RGPD : violations de données et registre
Comprendre les obligations RGPD relatives aux violations de données et à la tenue du registre des traitements dans un contexte d'infrastructure.
À retenir
- Une violation de données couvre destruction, perte, altération ou accès non autorisé.
- La notification à la CNIL doit intervenir sous 72 h en cas de risque pour les personnes.
- Le registre des traitements (art. 30) doit couvrir vidéoprotection et contrôle d'accès physique.
- Les rôles responsable de traitement / sous-traitant doivent être clarifiés contractuellement.
Ce qu'est une violation de données au sens du RGPD
Une violation de données à caractère personnel (article 4 du RGPD) est une violation de sécurité entraînant, de manière accidentelle ou illicite, la destruction, la perte, l'altération, la divulgation non autorisée ou l'accès non autorisé à des données personnelles. Pour un opérateur de data center, cela peut résulter d'une intrusion physique en salle donnant accès à des supports de stockage, d'une cyberattaque compromettant les systèmes hébergés, ou même d'une perte de disque lors d'un transport non sécurisé vers un site de destruction.
Notification à la CNIL sous 72 heures
Lorsque la violation est susceptible d'engendrer un risque pour les droits et libertés des personnes concernées, le responsable de traitement doit notifier la CNIL dans les meilleurs délais et si possible 72 heures au plus tard après en avoir pris connaissance (article 33 RGPD). Passé ce délai, toute notification tardive doit être motivée. Si le risque est élevé, les personnes concernées elles-mêmes doivent en outre être informées directement (article 34).
Point clé
un opérateur de data center agissant comme sous-traitant (au sens RGPD) pour le compte de ses clients doit notifier la violation à son client responsable de traitement sans délai injustifié, à charge pour ce dernier de notifier ensuite la CNIL — la chaîne contractuelle de notification doit être définie à l'avance dans le contrat de service.

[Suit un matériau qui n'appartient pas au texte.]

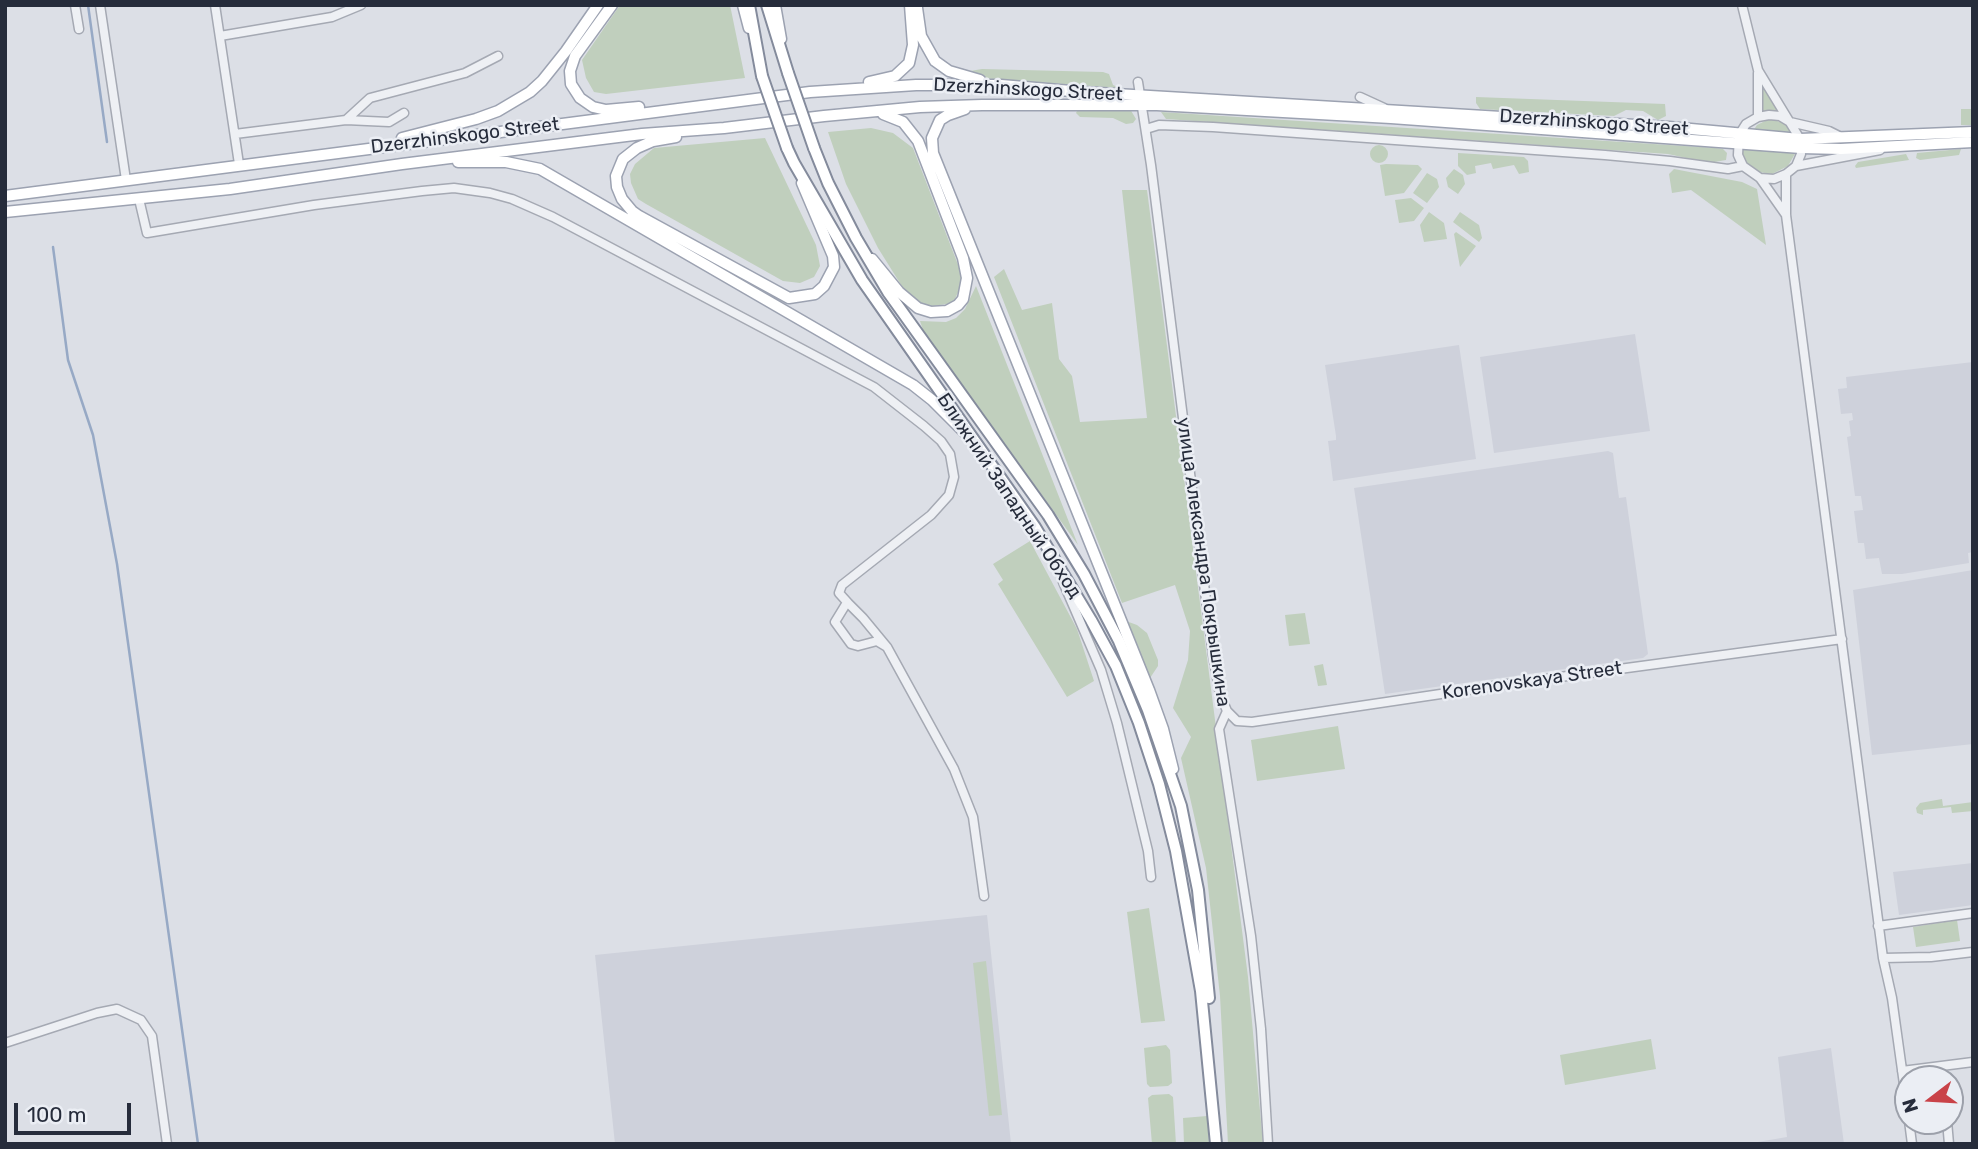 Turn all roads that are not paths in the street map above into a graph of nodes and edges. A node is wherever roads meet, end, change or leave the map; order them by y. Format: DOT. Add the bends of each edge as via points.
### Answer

Le registre des activités de traitement
L'article 30 du RGPD impose la tenue d'un registre des traitements, recensant les finalités, les catégories de données, les destinataires, les durées de conservation et les mesures de sécurité associées à chaque traitement. Pour un data center, ce registre couvre notamment les traitements liés à la vidéoprotection, aux registres d'accès physique et aux données biométriques éventuellement collectées pour le contrôle d'accès.
Sur le terrain
lors d'un audit croisé NIS 2 / RGPD, les auditeurs vérifient la cohérence entre le registre des traitements et les mesures de sécurité physique décrites au titre de l'article 21 de NIS 2 — un registre RGPD à jour facilite grandement la démonstration de conformité NIS 2, les deux démarches se nourrissant mutuellement.
Attention
la confusion entre l'obligation NIS 2 (sécurité des réseaux et systèmes d'information) et l'obligation RGPD (protection des données personnelles) est fréquente ; un incident purement technique sans donnée personnelle impliquée relève uniquement de NIS 2, tandis qu'une violation de données sans impact sur la disponibilité du service peut relever uniquement du RGPD — mais les deux se recoupent très souvent dans un data center.

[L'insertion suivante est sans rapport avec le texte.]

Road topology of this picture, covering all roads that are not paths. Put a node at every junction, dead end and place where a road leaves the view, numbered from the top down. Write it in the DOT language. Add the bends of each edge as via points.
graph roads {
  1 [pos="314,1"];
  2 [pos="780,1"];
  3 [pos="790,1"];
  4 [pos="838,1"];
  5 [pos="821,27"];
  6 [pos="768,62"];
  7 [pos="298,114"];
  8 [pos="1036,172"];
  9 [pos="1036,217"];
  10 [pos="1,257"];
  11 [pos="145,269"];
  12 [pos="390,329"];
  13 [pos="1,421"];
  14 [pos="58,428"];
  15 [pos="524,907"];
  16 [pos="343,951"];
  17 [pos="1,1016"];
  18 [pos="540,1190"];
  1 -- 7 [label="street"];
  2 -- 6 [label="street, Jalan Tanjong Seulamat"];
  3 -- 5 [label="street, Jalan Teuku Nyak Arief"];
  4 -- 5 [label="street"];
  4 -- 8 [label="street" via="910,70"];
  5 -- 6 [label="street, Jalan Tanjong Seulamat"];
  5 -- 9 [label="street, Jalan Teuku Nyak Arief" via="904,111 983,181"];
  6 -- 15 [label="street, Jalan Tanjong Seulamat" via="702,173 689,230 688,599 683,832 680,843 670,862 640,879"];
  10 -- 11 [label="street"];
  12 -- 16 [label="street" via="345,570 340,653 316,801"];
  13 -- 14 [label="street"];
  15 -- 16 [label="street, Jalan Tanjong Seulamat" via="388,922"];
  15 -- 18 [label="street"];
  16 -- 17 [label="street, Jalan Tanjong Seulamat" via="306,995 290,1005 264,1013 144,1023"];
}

Sous-traitance et clauses contractuelles
Le RGPD impose que tout sous-traitant traitant des données pour le compte d'un responsable de traitement soit lié par un contrat encadrant strictement les conditions de traitement (article 28). Pour un data center hébergeant des clients multiples, cela implique des clauses précises sur la localisation des données, les mesures de sécurité physique et logique, et les modalités de notification d'incident.
Astuce
tenez à jour une matrice croisant chaque client hébergé, son statut contractuel (responsable de traitement ou sous-traitant), et les délais de notification contractuellement engagés ; elle évite les mauvaises surprises lorsqu'un incident survient un week-end.